UK parliamentary by-election

The 1920 Edinburgh North by-election was held on 9 April 1920. The by-election was held due to the resignation of the incumbent Coalition Conservative MP, James Avon Clyde after he was appointed to the bench as Lord Justice General and Lord President of the Court of Session.
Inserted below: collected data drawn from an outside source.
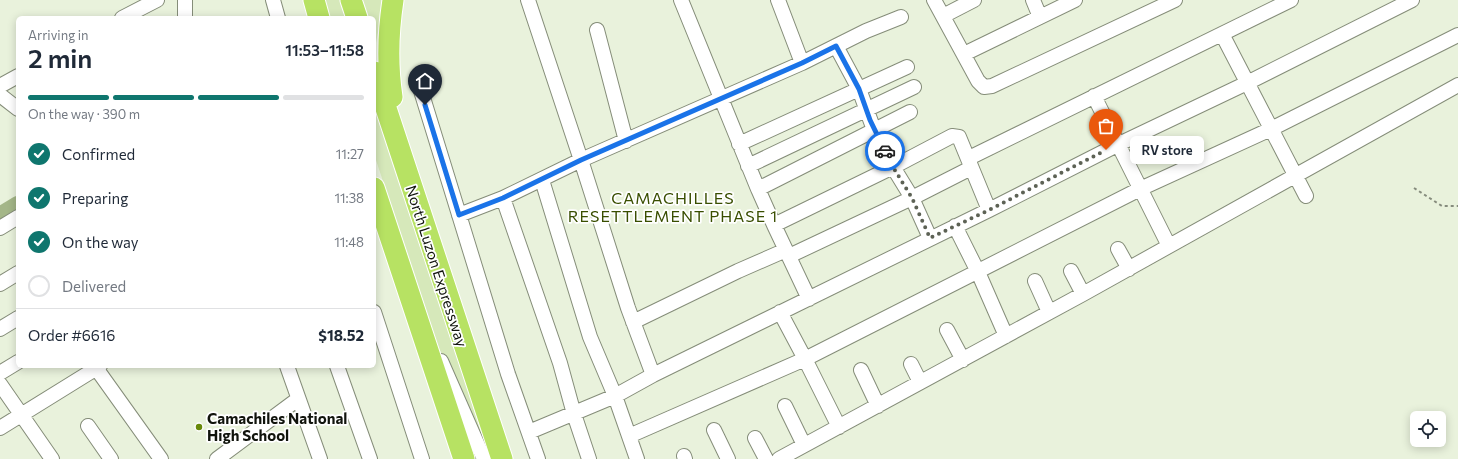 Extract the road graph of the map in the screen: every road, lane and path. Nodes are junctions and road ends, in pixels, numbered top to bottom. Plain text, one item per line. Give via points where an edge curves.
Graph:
1 (157, 0) edge
2 (185, 0) edge
3 (273, 0) edge
4 (314, 0) edge
5 (351, 0) edge
6 (393, 0) edge
7 (528, 0) edge
8 (681, 0) edge
9 (778, 0) edge
10 (934, 0) edge
11 (974, 0) edge
12 (1033, 0) edge
13 (1075, 0) edge
14 (1175, 0) edge
15 (1291, 0) edge
16 (1412, 0) edge
17 (126, 16) edge
18 (185, 16) edge
19 (277, 16) edge
20 (318, 16) edge
21 (356, 16) edge
22 (942, 16) junction
23 (901, 17) dead end
24 (1040, 17) junction
25 (597, 30) dead end
26 (1222, 34) junction
27 (1458, 35) edge
28 (836, 46) junction
29 (964, 54) junction
30 (802, 63) junction
31 (907, 67) dead end
32 (16, 77) edge
33 (376, 78) edge
34 (1247, 83) junction
35 (1458, 85) edge
36 (0, 86) edge
37 (914, 87) dead end
38 (859, 89) junction
39 (421, 91) dead end
40 (0, 95) edge
41 (1094, 96) junction
42 (720, 98) junction
43 (16, 107) edge
44 (866, 110) junction
45 (910, 112) dead end
46 (1271, 129) junction
47 (874, 130) junction
48 (626, 141) junction
49 (739, 144) junction
50 (1119, 144) junction
51 (399, 149) junction
52 (581, 160) junction
53 (970, 163) junction
54 (748, 166) junction
55 (893, 167) junction
56 (1295, 177) junction
57 (542, 180) junction
58 (1414, 188) dead end
59 (758, 189) junction
60 (1140, 189) junction
61 (376, 194) edge
62 (1306, 196) dead end
63 (503, 198) junction
64 (912, 198) junction
65 (1458, 206) edge
66 (989, 210) junction
67 (459, 215) junction
68 (16, 218) edge
69 (774, 225) junction
70 (955, 226) junction
71 (0, 228) edge
72 (930, 238) junction
73 (1168, 246) junction
74 (1118, 249) dead end
75 (787, 253) junction
76 (1128, 269) junction
77 (1071, 270) dead end
78 (978, 272) junction
79 (16, 274) edge
80 (405, 281) junction
81 (1035, 281) dead end
82 (0, 284) edge
83 (1082, 294) junction
84 (809, 298) junction
85 (780, 312) junction
86 (1049, 312) junction
87 (376, 318) edge
88 (16, 319) edge
89 (633, 322) junction
90 (0, 329) edge
91 (947, 330) dead end
92 (1006, 336) junction
93 (805, 358) junction
94 (963, 360) junction
95 (16, 363) edge
96 (911, 364) dead end
97 (96, 368) edge
98 (99, 368) edge
99 (288, 368) edge
100 (338, 368) edge
101 (862, 370) dead end
102 (0, 373) edge
103 (653, 375) junction
104 (920, 382) junction
105 (0, 384) edge
106 (614, 396) junction
107 (298, 399) junction
108 (785, 406) dead end
109 (878, 406) junction
110 (21, 414) junction
111 (574, 414) junction
112 (88, 426) dead end
113 (839, 427) junction
114 (0, 428) edge
115 (714, 430) dead end
116 (528, 432) junction
117 (629, 436) junction
118 (755, 438) dead end
119 (804, 445) junction
120 (52, 459) edge
121 (111, 459) edge
122 (161, 459) edge
123 (217, 459) edge
124 (320, 459) edge
125 (370, 459) edge
126 (422, 459) edge
127 (464, 459) edge
128 (484, 459) edge
129 (502, 459) edge
130 (538, 459) edge
131 (589, 459) edge
132 (637, 459) edge
133 (728, 459) edge
134 (766, 459) edge
135 (779, 459) edge

1 - 17 street
2 - 18 street
3 - 19 street
4 - 20 highway
5 - 21 highway
6 - 51 highway via 388,63
7 - 52 street
8 - 42 street
9 - 30 street
10 - 22 street
11 - 22 street
12 - 24 street
13 - 24 street
14 - 29 street via 992,86 984,87 978,81
15 - 26 street
16 - 34 street
22 - 29 street
23 - 28 street
24 - 29 street
25 - 48 street
26 - 34 street
26 - 41 street
27 - 46 street
28 - 30 street
28 - 38 street
30 - 42 street
31 - 38 street
32 - 36 street
33 - 51 highway, North Luzon Expressway
34 - 46 street
34 - 50 street
35 - 56 street
37 - 44 street
38 - 44 street
38 - 49 street
39 - 67 street
40 - 43 street
41 - 50 street
41 - 53 street
42 - 48 street
42 - 49 street
44 - 47 street
44 - 54 street
45 - 47 street
46 - 56 street
46 - 60 street
47 - 55 street
47 - 59 street
48 - 52 street
49 - 54 street
50 - 60 street
50 - 66 street
51 - 129 highway, North Luzon Expressway
52 - 57 street
52 - 89 street
53 - 55 street via 959,137 952,136
53 - 64 street
53 - 66 street
54 - 59 street
55 - 64 street
55 - 69 street
56 - 62 street
56 - 73 street
57 - 63 street
57 - 106 street via 586,324
58 - 65 path via 1442,206
59 - 69 street
60 - 73 street
60 - 78 street
61 - 80 highway
63 - 67 street
63 - 111 street via 560,363
64 - 72 street
64 - 75 street
66 - 70 street
67 - 116 street
68 - 71 street
69 - 75 street
70 - 72 street
70 - 78 street
72 - 84 street
73 - 76 street
74 - 76 street
75 - 84 street
75 - 89 street via 738,271
76 - 83 street
77 - 83 street
78 - 92 street
78 - 93 street
79 - 82 street
80 - 127 highway
80 - 128 street
81 - 86 street
83 - 86 street
84 - 85 street
85 - 93 street
85 - 103 street
86 - 92 street
87 - 126 street
88 - 90 street
89 - 103 street
91 - 94 street
92 - 94 street
93 - 113 street
93 - 117 street
94 - 104 street
95 - 102 street
96 - 104 street
97 - 110 street
98 - 122 street
99 - 107 street
100 - 125 street
101 - 109 street
103 - 106 street
104 - 109 street
105 - 110 street
106 - 111 street
106 - 117 street
107 - 123 street
107 - 124 street
108 - 119 street
109 - 113 street
110 - 114 street
110 - 120 street
111 - 116 street
111 - 131 street
112 - 121 street
113 - 119 street
115 - 133 street
116 - 130 street
117 - 132 street
118 - 134 street
119 - 135 street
It was won by the Coalition Conservative candidate Patrick Ford

==Background==
James Avon Clyde had held Edinburgh North since it was formed from Edinburgh East for the 1918 election and previously had held Edinburgh West since 1909.

==Candidates==
===Unionist===
- Patrick Ford, advocate, candidate for Edinburgh East in 1909 & January 1910 and Inverness Burghs in 1918.

===Liberal===
- Walter Runciman, President of the Board of Trade (1914–1916), President of the Board of Agriculture (1911–1914), President of the Board of Education (1908–1911), member for Oldham (1899–1900) and for Dewsbury (1902–1918)

===Labour===
- David Pole, solicitor and candidate for East Grinstead in 1918

The original Labour candidate was James Maxton, a Glasgow school teacher and candidate for Glasgow Bridgeton in 1918, however he would be replaced by Pole.

===Coalition Liberal===
There were initial suggestions that the Coalition Liberals were planning on running former Lord Provost of Edinburgh John MacLeod as their candidate, however they opted to back the Unionists.

==Result==

Edinburgh North by-election, 1920
| Party |  | Candidate | Votes | % | ±% |
| C | Unionist | Patrick Ford | 9,944 | 44.8 | –18.2 |
|  | Liberal | Walter Runciman | 8,469 | 38.1 | +1.1 |
|  | Labour | David Pole | 3,808 | 17.1 | New |
| Majority |  |  | 1,475 | 6.7 | –19.3 |
| Turnout |  |  | 22,221 | 62.3 | +9.3 |
| Registered electors |  |  | 35,663 |  |  |
|  | Unionist hold |  | Swing | –9.7 |  |
C indicates candidate endorsed by the coalition government.

==Aftermath==
All three candidates would end up in Parliament with Runciman winning Swansea West in 1924 and Pole winning South Derbyshire in 1929.